NFT AMMs vs. Traditional Marketplaces: Which Is Better for You?
Discover how NFT AMMs work, how liquidity pools operate, and whether or not they're right for you.
If you've been exploring the world of NFTs, you may have encountered platforms that feature automated market makers (AMMs). If you're curious about how these platforms differ from traditional NFT marketplaces, you've come to the right place. In this article, we'll discuss NFT AMMs, their benefits and drawbacks, and whether or not they're right for you.
How Do NFT AMMs Work (Explained Like I'm 9)?
If you follow crypto, you've probably heard about decentralized exchanges like Uniswap or Pancakeswap. These web3 protocols primarily use AMMs for near-instant token swaps, and NFT AMMs are powered by similar mechanisms. The goal is to allow traders to instantly buy or sell NFTs through liquidity pools.
But what is an automated market maker and a liquidity pool? Well, an AMM is a type of decentralized financial protocol that allows digital assets to be traded without traditional intermediaries like brokers or exchanges.
Liquidity pools are essentially large reserves of digital assets provided by users or even NFT project creators. In return for supplying assets to these pools, liquidity providers receive a share of the trading fees generated by the AMM.
AMM marketplaces enable the creation of liquidity pools, pairing your chosen NFT with the platform's supported token (e.g., DexterLabOG/SOL or Azuki/ETH). Anyone can buy an asset from liquidity or sell into it anytime without waiting for someone to agree to your price.
NFT AMM or NFT Marketplaces?
One of the drawbacks of NFT AMMs is that you can't set your desired NFT price. Instead, prices are set by an algorithm that relies on supply and demand forces. This usually means the price at which an NFT can be sold instantly will be a little lower than the floor price. For this reason, NFT AMMs are not the best option for rare items valued much higher than common NFTs. If you're not in a rush and prefer to wait for a buyer to agree to your price, traditional NFT marketplaces are the way to go.
However, this drawback is also a benefit. People eager to sell as soon as possible don't need to undercut the floor price and collections can better sustain their value. The price will still be affected negatively when the supply exceeds the demand but the floor value will be set by mathematical algorithm rather that human emotion.

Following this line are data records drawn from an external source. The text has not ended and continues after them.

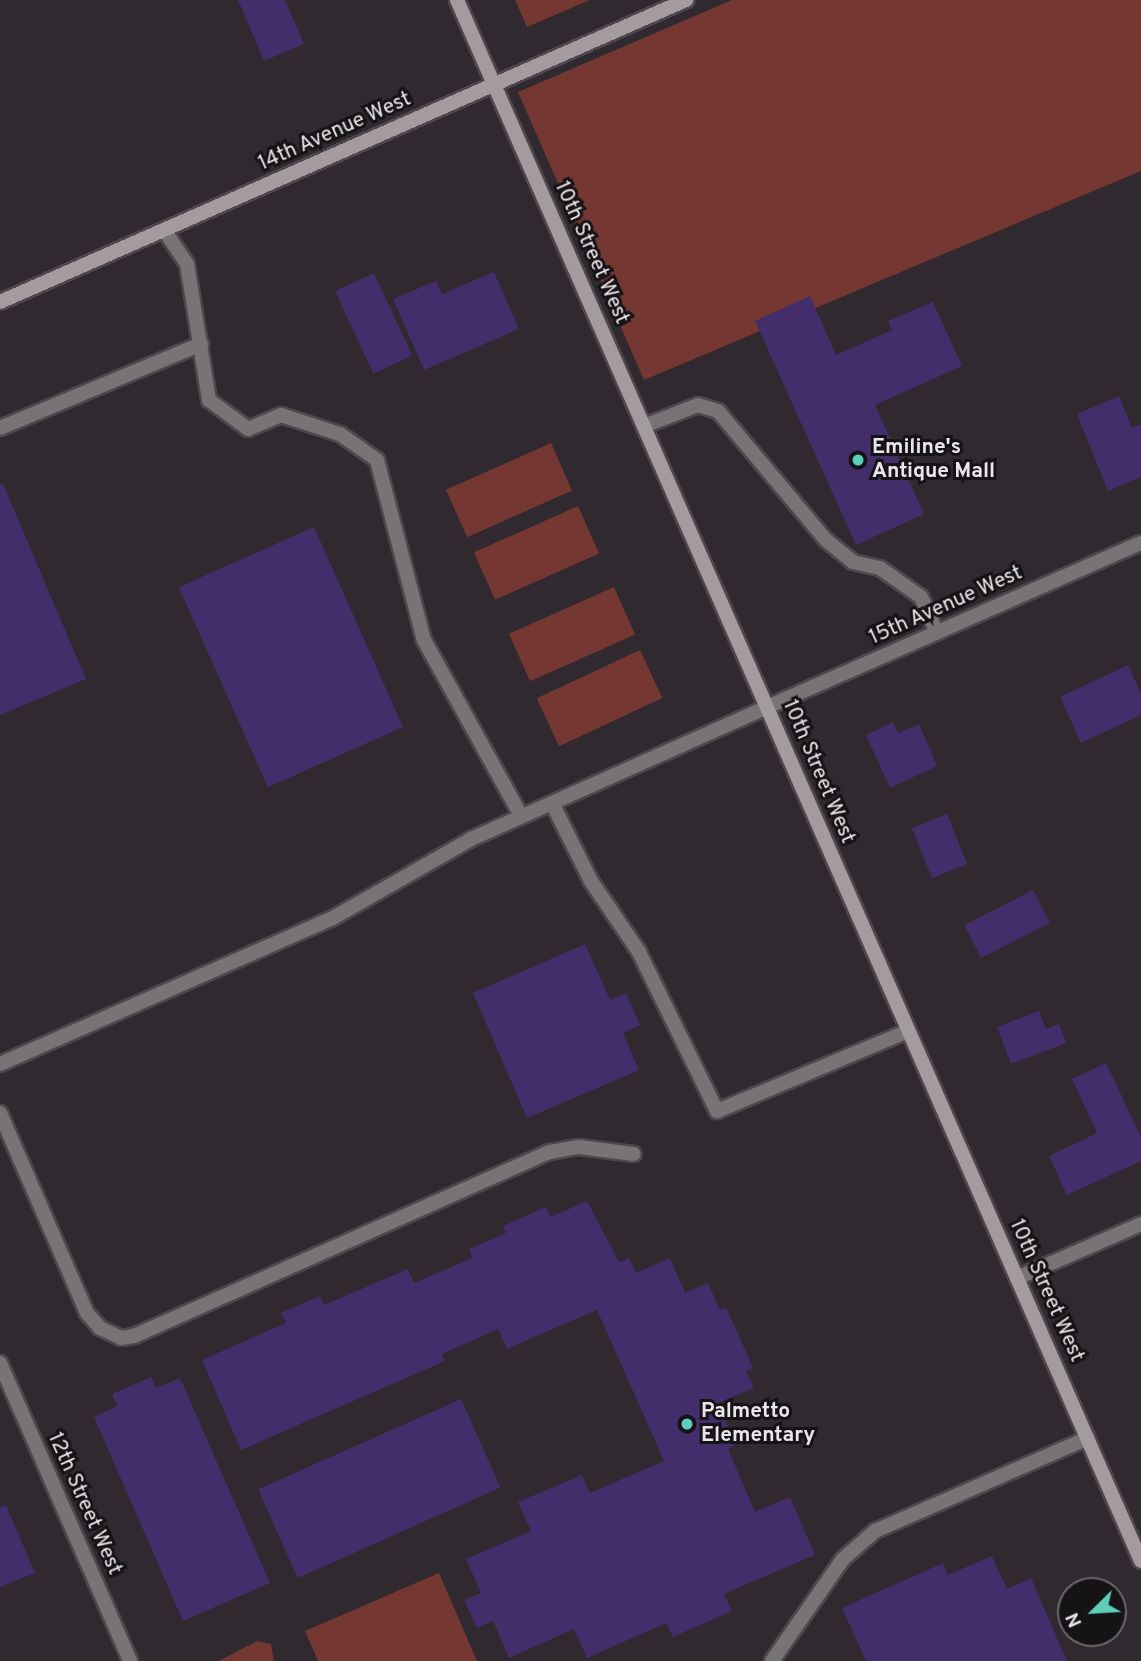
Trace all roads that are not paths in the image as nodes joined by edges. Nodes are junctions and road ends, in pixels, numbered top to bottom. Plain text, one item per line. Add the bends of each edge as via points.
1 (457, 0) edge
2 (686, 0) edge
3 (494, 85) junction
4 (164, 230) junction
5 (0, 302) edge
6 (201, 344) junction
7 (644, 426) junction
8 (0, 428) edge
9 (1141, 543) edge
10 (937, 633) junction
11 (767, 707) junction
12 (552, 803) junction
13 (521, 816) junction
14 (908, 1031) junction
15 (0, 1064) edge
16 (0, 1113) edge
17 (634, 1154) dead end
18 (1141, 1224) edge
19 (1017, 1278) junction
20 (0, 1363) edge
21 (6, 1392) edge
22 (1088, 1438) junction
23 (1141, 1561) edge
24 (130, 1661) edge
25 (772, 1661) edge

1 - 3 street, 10th Street West
2 - 3 street, 14th Avenue West
3 - 4 street, 14th Avenue West
3 - 7 street, 10th Street West
4 - 5 street, 14th Avenue West
4 - 6 street via 187,264
6 - 8 street
6 - 13 street via 209,400 248,429 281,415 340,434 377,460 424,640
7 - 10 street via 698,405 718,411 826,540 853,562 880,568 921,597
7 - 11 street, 10th Street West
9 - 10 street, 15th Avenue West
10 - 11 street, 15th Avenue West
11 - 12 street, 15th Avenue West
11 - 14 street, 10th Street West
12 - 13 street, 15th Avenue West
12 - 14 street via 591,881 639,952 717,1111
13 - 15 street, 15th Avenue West via 471,839 331,919
14 - 19 street, 10th Street West
16 - 17 street via 87,1312 100,1328 121,1338 550,1152 579,1147
18 - 19 street
19 - 22 street, 10th Street West
20 - 21 street, 12th Street West
21 - 24 street, 12th Street West
22 - 23 street, 10th Street West
22 - 25 street via 875,1531 843,1559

As mentioned above, liquidity providers can earn fees from the trading activity they create. This is great for whales who hold large NFT bags as they can create a passive revenue stream. However, they must provide liquidity for both the buyer and the seller sides when the pool is created, meaning they should deposit NFT items and also cryptocurrency like ETH or SOL.
What's In It For You?
The emergence of NFT AMMs was definitely disruptive in the NFT world. Up until July 2022, when the first AMM NFT marketplace Sudoswap launched on Ethereum, traders and collectors constantly faced the problem of poor liquidity for NFTs. A token on a traditional NFT marketplace might sell when a collection is on a hype cycle or is a popular project in general. However, even undercutting the floor price doesn't guarantee an instant sale. NFT AMMs offer a solution to this painful problem, providing additional benefits on top of it, and it didn't take long for other NFT AMMs to emerge on other chains as well. Right now, most networks that have NFT activity can offer NFT AMMs.
Another significant advantage of NFT AMMs for traders is that they can bypass creator royalties, which has become a hot topic in the NFT world in the latter half of 2022 following the emergence of marketplaces such as Sudoswap and Hadeswap.
However, while traders benefit from lower fees, creators may suffer a loss of income, which could potentially harm the NFT space in the long term. Various attempts have been made to safeguard creator royalties, but exploring this topic is beyond the scope of this article.
In Conclusion
NFT automated market makers have disrupted the NFT world by providing a solution to the liquidity problem that traders and collectors have faced for a long time. Although NFT AMMs have some drawbacks, such as the inability to set your desired NFT price, they offer benefits such as near-instant buying and selling, the creation of liquidity pools, and the potential for liquidity providers to earn fees.
Whether or not you should use NFT AMMs depends on your personal preferences and the nature of the NFTs you're trading. Nevertheless, NFT AMMs have established themselves as a powerful tool in the world of NFT trading, and they will likely continue to play an important role in shaping the future of this exciting space.